Nikolić weist darauf hin, dass die Fakultät derzeit mehrere Projekte in Zusammenarbeit mit nationalen und internationalen Partnern durchführt, die die Möglichkeit bieten, Master- und Doktoranden durch die Anfertigung ihrer Master- und Doktorarbeiten in die wissenschaftliche Forschung einzubinden, und dass für Absolventen des Masterstudiums auch die Möglichkeit besteht, in wissenschaftlichen Forschungsprojekten beschäftigt zu werden.
„So erhalten sie die Möglichkeit, sich während ihres Studiums oder unmittelbar nach dem Abschluss mit modernen Forschungsmethoden vertraut zu machen und an der Lösung konkreter praktischer Probleme mitzuarbeiten. Wir legen besonderen Wert auf die Zusammenarbeit mit der Wirtschaft durch die Durchführung von Praktika und Feldstudien, damit die Studierenden ihr erworbenes theoretisches Wissen in einem realen Arbeitsumfeld anwenden können. In der kommenden Zeit planen wir, die Zusammenarbeit mit der Wirtschaft weiter zu intensivieren und Studierende in internationale Projekte einzubinden, wodurch sie Erfahrungen sammeln können, die mit Praktika an führenden europäischen Universitäten vergleichbar sind“, betont er.
Auf die Frage, was sie einem heutigen Abiturienten, der sich noch nicht für ein Studienfach entschieden hat, in wenigen Sätzen erklären würde, warum die Fakultät für Technologie die richtige Wahl ist, antwortete Nikolić, sie würde ihm raten, einen Studiengang zu wählen, der ihm in vier oder fünf Jahren den Zugang zu den Berufen der Zukunft eröffnet, nicht nur zu den Berufen von heute.

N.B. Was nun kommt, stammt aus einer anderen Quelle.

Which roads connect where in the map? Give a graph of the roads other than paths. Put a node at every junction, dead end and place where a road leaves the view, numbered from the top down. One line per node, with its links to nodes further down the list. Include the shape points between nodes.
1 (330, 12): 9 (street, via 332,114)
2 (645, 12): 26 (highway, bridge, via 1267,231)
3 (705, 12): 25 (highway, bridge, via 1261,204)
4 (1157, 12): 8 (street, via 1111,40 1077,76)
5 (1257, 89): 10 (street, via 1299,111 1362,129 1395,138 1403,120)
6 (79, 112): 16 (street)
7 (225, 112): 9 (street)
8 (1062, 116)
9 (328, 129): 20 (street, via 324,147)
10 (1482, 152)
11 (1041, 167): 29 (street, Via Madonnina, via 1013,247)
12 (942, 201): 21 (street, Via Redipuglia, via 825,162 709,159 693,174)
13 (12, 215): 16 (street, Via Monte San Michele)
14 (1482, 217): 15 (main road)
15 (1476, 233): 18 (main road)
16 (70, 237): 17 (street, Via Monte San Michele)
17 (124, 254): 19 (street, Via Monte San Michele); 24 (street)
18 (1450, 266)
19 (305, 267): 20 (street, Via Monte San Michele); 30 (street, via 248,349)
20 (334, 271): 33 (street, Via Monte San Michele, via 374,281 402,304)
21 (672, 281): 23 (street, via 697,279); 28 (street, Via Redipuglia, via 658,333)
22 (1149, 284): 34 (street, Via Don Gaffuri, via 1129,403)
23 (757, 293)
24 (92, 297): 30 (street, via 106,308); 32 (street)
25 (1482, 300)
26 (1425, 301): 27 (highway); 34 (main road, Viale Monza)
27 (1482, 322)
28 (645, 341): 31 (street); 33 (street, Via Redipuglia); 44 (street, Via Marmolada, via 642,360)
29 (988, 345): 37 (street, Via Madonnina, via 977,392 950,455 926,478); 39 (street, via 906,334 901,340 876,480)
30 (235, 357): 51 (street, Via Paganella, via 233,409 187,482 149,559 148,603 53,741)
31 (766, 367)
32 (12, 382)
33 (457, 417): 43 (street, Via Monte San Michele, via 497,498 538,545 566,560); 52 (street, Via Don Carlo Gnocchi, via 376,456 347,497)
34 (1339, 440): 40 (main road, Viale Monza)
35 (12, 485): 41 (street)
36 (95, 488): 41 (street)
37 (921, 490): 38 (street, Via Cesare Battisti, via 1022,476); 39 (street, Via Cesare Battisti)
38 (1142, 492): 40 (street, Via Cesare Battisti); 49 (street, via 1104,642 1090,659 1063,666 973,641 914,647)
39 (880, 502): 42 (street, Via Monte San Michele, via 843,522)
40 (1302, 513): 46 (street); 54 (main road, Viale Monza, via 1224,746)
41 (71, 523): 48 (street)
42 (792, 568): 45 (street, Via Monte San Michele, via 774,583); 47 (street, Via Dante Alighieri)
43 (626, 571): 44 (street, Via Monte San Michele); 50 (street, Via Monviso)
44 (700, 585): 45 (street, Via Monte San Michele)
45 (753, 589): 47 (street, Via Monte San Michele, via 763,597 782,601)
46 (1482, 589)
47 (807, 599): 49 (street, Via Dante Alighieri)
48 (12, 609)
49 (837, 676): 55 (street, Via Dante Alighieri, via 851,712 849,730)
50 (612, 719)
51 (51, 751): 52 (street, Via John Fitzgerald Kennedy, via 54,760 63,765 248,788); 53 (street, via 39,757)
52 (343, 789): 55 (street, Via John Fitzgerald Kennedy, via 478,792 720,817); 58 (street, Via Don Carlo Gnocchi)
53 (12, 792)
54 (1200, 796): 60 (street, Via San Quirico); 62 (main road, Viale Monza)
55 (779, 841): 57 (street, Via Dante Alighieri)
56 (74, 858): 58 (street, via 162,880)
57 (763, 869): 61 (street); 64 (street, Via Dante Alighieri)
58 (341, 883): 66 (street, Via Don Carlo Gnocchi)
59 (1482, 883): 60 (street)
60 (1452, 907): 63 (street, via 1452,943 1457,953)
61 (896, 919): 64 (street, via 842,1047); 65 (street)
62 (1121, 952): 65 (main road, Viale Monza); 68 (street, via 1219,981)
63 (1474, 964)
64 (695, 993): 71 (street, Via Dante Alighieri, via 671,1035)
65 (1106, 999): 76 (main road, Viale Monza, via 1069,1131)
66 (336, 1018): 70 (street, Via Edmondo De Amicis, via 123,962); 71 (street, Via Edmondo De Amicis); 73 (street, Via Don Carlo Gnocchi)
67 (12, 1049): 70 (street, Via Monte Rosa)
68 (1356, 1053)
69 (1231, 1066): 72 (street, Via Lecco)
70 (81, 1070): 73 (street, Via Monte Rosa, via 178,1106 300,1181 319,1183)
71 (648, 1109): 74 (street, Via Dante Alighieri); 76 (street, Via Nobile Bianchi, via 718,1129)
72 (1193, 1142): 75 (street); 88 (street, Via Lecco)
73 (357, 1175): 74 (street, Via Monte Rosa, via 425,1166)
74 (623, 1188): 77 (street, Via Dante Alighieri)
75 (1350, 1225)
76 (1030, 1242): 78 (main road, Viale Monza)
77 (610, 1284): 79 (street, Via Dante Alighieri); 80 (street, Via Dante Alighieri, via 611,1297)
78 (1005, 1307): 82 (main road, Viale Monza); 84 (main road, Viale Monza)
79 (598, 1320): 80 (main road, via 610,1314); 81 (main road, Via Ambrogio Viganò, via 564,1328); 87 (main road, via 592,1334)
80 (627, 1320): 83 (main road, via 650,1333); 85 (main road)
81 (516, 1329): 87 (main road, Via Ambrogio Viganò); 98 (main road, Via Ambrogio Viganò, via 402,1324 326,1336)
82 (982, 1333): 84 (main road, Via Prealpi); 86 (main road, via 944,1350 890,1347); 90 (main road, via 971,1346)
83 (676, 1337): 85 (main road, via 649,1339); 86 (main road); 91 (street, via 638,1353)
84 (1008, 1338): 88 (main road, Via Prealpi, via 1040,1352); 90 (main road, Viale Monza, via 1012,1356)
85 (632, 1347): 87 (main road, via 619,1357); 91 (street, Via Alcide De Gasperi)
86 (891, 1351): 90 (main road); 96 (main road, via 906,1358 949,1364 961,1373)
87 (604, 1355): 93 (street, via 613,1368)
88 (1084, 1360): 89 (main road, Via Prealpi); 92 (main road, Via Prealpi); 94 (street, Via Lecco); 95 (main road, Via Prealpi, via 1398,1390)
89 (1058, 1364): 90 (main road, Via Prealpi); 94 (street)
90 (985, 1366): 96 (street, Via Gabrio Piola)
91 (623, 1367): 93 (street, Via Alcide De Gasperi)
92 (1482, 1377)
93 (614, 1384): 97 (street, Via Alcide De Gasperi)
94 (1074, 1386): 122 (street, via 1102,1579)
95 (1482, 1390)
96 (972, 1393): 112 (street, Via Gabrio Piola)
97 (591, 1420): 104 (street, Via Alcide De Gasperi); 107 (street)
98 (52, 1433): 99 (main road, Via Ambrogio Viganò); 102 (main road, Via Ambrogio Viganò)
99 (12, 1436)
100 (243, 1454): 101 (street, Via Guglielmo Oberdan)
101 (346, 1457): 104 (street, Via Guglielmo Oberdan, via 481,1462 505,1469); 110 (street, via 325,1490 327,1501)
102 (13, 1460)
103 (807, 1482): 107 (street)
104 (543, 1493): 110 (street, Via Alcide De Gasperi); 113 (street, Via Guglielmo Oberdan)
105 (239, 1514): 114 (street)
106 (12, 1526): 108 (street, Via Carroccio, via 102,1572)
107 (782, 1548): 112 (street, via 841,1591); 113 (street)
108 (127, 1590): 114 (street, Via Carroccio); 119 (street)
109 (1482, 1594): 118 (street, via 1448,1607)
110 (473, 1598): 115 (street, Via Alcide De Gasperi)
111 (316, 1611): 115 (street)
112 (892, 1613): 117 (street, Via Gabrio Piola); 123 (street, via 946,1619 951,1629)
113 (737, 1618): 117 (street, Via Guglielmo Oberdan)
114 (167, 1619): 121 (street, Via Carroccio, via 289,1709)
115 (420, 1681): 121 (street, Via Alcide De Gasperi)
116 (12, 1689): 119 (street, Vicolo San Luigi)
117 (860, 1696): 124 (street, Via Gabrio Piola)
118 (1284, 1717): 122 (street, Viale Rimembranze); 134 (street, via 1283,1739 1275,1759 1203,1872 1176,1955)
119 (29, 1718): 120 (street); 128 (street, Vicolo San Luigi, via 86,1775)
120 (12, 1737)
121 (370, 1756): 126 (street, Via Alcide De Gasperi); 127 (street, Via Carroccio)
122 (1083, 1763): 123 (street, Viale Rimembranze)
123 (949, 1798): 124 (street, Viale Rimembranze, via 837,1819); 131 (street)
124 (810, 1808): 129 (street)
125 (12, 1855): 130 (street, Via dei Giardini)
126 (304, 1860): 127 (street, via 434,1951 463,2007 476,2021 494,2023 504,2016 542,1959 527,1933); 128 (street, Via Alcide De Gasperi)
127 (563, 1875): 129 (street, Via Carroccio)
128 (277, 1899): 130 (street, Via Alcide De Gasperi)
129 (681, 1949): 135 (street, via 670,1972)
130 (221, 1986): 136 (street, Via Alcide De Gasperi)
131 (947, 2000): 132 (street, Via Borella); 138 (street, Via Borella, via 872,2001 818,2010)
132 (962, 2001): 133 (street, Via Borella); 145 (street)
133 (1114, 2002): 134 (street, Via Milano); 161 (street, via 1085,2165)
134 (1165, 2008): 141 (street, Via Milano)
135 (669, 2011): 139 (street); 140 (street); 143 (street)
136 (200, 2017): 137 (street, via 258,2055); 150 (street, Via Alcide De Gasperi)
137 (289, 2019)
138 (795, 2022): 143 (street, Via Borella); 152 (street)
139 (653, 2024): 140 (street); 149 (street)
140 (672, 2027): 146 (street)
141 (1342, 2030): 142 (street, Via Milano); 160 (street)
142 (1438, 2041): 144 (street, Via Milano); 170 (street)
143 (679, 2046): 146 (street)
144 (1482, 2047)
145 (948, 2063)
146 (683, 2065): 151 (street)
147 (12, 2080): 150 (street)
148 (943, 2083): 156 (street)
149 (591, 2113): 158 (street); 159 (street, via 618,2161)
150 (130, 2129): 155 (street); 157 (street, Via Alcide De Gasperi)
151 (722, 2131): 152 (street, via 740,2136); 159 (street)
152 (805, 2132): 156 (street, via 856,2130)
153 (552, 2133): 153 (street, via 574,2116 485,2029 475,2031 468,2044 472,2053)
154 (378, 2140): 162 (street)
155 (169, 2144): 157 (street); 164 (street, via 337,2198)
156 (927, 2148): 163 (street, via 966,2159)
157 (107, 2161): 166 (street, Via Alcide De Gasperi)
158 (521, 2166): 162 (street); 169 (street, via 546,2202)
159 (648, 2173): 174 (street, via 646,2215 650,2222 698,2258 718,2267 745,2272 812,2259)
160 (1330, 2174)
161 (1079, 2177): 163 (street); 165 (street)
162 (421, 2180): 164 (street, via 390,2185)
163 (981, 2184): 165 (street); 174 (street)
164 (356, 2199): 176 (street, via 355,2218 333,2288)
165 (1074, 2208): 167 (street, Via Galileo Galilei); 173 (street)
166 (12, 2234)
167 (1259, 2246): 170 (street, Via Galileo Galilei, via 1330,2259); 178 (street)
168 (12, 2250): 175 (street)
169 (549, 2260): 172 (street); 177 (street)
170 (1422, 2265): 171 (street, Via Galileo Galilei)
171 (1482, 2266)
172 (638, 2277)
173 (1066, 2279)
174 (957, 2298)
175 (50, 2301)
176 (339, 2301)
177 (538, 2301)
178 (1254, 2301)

„Die Fakultät für Technologie bildet Experten in Bereichen aus, die zunehmend an Bedeutung gewinnen – von nachhaltiger Lebensmittelproduktion und Biotechnologie bis hin zu Umweltschutz, grünen Technologien und neuen Materialien. Studierende, die sich für neue Studiengänge entscheiden, erwerben neben theoretischem Wissen bereits während ihres Bachelorstudiums praktische Kenntnisse und Fertigkeiten durch die Arbeit in Laboren. Die Fakultät bietet zudem die Möglichkeit, sich mit moderner Ausrüstung in den Bereichen Umweltqualitätskontrolle, Materialcharakterisierung und Lebensmittelqualitätsprüfung vertraut zu machen und so die für die moderne Wirtschaft notwendigen Kompetenzen zu entwickeln. Daher ist die Fakultät für Technologie nicht nur für Naturwissenschaftsbegeisterte eine gute Wahl, sondern auch für junge Menschen, die eine Brücke zwischen Naturwissenschaften und neuen Technologien bzw. Innovationen schlagen möchten. Wer ein Studium anstrebt, das Wissenschaft, Innovation und die realen Bedürfnisse der Gesellschaft verbindet, findet an der Fakultät für Technologie den idealen Ort für eine erfolgreiche Karriere“, so das Fazit.